Dataset content:
BEGIN

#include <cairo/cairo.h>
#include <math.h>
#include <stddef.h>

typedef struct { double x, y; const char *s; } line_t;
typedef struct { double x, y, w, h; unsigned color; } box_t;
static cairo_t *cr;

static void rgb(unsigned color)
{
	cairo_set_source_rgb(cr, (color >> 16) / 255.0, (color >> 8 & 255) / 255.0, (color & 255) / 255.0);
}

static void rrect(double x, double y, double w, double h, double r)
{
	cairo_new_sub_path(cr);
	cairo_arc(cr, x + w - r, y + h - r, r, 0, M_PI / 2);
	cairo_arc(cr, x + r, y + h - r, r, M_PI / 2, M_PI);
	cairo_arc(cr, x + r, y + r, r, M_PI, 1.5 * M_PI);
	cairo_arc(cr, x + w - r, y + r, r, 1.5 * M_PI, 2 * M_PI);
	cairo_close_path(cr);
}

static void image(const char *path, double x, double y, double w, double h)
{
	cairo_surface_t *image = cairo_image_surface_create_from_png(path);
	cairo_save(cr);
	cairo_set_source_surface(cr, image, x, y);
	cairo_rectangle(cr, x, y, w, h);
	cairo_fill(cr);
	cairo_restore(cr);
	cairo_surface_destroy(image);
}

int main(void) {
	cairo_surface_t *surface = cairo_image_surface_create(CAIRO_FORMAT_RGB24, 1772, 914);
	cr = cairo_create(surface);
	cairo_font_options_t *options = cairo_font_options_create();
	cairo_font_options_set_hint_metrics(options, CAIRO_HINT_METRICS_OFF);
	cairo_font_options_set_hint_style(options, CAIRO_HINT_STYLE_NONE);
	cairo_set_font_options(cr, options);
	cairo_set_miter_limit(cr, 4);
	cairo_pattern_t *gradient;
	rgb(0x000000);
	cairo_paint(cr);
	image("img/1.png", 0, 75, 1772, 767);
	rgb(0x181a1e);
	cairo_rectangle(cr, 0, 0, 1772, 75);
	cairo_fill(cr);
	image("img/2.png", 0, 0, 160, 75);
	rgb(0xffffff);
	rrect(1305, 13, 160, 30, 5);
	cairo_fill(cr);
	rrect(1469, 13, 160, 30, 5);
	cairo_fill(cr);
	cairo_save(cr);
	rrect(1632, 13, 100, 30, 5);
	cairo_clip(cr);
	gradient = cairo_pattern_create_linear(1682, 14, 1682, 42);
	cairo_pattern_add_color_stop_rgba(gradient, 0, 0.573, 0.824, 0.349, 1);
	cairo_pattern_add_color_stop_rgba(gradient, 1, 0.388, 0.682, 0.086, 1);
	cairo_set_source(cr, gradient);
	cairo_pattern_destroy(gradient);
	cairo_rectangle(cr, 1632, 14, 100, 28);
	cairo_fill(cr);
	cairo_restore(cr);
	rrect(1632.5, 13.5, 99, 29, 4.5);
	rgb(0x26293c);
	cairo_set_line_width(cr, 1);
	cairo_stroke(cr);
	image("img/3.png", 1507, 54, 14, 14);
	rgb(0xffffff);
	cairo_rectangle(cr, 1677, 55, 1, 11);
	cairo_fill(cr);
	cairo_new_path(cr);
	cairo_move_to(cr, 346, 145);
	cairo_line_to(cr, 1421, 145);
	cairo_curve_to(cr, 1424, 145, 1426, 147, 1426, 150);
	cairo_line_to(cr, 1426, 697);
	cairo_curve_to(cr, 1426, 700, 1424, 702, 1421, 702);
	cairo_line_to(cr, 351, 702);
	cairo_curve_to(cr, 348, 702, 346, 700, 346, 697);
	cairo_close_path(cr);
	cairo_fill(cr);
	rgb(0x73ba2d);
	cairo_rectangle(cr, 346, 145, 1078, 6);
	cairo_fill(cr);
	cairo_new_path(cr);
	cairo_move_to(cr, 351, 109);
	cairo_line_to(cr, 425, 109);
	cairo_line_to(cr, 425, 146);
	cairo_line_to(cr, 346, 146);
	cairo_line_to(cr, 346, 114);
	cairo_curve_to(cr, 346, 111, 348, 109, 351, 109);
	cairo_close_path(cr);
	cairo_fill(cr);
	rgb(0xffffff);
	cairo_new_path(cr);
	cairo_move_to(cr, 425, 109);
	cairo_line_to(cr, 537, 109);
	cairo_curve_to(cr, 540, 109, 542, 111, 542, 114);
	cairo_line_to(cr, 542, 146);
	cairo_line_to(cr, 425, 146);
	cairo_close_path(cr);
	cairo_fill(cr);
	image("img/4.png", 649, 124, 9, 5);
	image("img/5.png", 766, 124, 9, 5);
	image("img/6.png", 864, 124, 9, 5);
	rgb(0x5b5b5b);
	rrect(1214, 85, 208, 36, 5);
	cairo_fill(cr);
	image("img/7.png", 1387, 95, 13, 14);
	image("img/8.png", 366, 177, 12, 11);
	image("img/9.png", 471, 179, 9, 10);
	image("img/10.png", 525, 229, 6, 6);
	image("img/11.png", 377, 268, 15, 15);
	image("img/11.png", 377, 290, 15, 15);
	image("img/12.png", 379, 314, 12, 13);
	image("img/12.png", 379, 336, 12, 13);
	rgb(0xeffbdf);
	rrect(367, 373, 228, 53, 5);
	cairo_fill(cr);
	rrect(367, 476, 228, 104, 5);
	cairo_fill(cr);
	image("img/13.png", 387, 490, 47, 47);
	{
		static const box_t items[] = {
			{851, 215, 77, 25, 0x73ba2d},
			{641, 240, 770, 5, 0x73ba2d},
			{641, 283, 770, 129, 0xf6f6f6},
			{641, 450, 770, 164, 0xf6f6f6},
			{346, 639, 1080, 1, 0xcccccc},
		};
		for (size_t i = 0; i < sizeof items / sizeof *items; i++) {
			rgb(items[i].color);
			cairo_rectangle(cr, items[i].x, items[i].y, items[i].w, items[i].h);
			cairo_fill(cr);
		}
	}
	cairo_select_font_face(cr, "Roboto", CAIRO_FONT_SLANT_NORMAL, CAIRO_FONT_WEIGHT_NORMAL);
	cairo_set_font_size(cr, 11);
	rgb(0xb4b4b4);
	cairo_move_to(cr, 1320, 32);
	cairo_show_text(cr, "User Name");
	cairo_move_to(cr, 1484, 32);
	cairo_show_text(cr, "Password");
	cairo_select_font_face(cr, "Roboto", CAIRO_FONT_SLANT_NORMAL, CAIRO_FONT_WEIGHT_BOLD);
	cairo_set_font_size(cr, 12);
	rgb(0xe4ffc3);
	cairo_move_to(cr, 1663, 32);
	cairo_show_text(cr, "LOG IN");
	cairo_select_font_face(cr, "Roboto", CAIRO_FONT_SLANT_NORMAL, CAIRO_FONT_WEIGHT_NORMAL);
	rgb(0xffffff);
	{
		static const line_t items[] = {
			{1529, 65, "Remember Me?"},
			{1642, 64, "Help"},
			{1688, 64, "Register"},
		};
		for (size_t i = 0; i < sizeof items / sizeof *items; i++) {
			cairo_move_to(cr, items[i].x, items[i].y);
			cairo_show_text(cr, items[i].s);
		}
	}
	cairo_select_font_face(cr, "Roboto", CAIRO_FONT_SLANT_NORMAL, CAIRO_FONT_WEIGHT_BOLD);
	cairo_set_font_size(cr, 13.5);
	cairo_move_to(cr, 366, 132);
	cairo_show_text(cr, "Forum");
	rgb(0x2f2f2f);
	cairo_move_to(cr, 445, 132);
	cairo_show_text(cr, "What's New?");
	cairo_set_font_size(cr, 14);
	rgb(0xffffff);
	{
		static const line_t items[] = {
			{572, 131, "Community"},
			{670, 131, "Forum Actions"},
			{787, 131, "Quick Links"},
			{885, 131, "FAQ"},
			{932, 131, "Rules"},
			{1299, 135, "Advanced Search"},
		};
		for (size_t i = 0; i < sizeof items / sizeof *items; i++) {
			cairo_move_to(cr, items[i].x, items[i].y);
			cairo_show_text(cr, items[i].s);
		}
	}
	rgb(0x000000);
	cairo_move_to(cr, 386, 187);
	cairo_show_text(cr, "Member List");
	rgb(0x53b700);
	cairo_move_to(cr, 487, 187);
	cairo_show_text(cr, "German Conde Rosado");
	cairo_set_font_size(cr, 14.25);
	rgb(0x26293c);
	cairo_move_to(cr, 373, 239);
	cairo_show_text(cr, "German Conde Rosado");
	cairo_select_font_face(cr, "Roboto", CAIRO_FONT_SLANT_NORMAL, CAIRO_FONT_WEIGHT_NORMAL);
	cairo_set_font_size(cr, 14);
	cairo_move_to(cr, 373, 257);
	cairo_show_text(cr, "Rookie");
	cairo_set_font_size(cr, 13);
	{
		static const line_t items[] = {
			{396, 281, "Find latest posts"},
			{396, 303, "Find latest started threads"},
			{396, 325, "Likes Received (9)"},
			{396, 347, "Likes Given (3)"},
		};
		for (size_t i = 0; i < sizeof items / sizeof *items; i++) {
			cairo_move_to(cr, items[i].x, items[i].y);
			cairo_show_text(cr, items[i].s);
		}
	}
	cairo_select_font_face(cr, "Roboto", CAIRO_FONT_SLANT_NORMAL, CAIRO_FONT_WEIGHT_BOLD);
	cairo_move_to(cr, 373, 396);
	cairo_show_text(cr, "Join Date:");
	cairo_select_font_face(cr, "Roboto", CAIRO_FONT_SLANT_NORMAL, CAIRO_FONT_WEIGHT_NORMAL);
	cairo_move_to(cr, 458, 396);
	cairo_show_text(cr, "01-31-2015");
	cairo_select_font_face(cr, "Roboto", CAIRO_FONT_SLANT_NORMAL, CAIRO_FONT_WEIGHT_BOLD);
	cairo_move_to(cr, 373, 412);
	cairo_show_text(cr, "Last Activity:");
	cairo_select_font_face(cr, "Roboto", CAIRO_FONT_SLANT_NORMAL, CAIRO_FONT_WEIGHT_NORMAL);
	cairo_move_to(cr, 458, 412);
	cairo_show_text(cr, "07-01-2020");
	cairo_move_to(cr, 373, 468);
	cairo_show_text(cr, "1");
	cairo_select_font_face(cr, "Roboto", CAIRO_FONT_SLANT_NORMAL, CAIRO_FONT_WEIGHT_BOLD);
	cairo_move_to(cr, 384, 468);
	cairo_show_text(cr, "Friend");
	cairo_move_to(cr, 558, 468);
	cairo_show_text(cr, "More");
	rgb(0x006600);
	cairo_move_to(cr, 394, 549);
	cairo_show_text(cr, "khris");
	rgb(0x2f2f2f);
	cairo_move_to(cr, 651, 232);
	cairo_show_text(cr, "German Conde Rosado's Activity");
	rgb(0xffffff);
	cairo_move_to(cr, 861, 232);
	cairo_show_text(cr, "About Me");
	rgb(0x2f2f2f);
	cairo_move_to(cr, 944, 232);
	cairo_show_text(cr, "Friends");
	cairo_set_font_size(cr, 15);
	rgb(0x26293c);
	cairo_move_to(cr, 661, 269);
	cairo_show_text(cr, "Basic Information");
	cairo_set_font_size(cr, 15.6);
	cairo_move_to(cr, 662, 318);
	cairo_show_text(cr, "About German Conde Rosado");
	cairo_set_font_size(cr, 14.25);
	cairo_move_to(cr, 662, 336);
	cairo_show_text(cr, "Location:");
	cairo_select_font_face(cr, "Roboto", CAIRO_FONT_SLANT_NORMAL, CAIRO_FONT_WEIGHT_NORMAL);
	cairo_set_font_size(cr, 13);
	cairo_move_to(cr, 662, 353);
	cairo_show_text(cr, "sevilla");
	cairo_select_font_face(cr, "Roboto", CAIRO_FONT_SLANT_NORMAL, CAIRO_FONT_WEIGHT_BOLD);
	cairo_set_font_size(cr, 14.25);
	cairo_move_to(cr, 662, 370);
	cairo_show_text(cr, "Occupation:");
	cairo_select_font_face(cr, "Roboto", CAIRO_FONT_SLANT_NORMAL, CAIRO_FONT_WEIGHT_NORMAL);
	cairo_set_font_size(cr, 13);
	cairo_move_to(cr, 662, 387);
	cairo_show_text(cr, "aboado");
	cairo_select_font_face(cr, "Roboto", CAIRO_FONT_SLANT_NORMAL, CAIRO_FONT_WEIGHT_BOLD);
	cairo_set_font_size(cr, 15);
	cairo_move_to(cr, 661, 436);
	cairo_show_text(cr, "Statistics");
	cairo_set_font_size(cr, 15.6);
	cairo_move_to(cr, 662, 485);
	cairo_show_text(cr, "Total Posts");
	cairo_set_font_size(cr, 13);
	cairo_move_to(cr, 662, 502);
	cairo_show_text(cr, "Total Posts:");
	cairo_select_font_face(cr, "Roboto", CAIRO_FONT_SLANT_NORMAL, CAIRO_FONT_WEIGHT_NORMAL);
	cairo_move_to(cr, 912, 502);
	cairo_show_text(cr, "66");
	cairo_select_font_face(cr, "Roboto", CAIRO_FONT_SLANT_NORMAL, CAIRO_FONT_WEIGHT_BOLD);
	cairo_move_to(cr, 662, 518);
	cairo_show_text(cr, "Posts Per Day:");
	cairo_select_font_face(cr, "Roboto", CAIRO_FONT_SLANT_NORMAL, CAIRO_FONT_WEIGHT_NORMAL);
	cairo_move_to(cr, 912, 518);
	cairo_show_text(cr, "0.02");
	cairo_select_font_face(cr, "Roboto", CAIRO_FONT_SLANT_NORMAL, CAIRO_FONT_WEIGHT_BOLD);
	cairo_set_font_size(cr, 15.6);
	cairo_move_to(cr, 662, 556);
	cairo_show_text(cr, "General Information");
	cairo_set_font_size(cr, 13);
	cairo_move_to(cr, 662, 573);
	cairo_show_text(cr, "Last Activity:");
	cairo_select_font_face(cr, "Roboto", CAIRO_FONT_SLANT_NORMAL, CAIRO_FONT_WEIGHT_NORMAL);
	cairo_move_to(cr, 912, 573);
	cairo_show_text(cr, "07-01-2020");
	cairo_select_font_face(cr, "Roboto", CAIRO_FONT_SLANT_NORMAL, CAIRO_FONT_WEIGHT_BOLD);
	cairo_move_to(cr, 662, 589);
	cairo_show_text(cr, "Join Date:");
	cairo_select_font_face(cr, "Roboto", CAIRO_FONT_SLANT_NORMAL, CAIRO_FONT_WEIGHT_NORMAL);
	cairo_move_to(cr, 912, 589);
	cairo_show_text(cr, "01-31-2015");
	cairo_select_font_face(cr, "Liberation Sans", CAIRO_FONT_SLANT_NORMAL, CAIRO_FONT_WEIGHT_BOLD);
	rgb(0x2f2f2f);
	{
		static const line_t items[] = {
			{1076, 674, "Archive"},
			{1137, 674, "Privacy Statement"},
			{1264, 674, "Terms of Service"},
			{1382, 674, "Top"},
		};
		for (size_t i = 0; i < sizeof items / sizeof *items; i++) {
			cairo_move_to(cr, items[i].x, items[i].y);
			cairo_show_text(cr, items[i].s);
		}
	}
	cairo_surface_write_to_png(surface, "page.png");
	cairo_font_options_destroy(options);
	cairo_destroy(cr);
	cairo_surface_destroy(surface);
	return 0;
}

END

Work to complete: Verbatim output is expected for the lines from the start of the data to the line in which "cairo_arc(cr, x + r, y + h" appears, both included.

Task solution:
#include <cairo/cairo.h>
#include <math.h>
#include <stddef.h>

typedef struct { double x, y; const char *s; } line_t;
typedef struct { double x, y, w, h; unsigned color; } box_t;
static cairo_t *cr;

static void rgb(unsigned color)
{
	cairo_set_source_rgb(cr, (color >> 16) / 255.0, (color >> 8 & 255) / 255.0, (color & 255) / 255.0);
}

static void rrect(double x, double y, double w, double h, double r)
{
	cairo_new_sub_path(cr);
	cairo_arc(cr, x + w - r, y + h - r, r, 0, M_PI / 2);
	cairo_arc(cr, x + r, y + h - r, r, M_PI / 2, M_PI);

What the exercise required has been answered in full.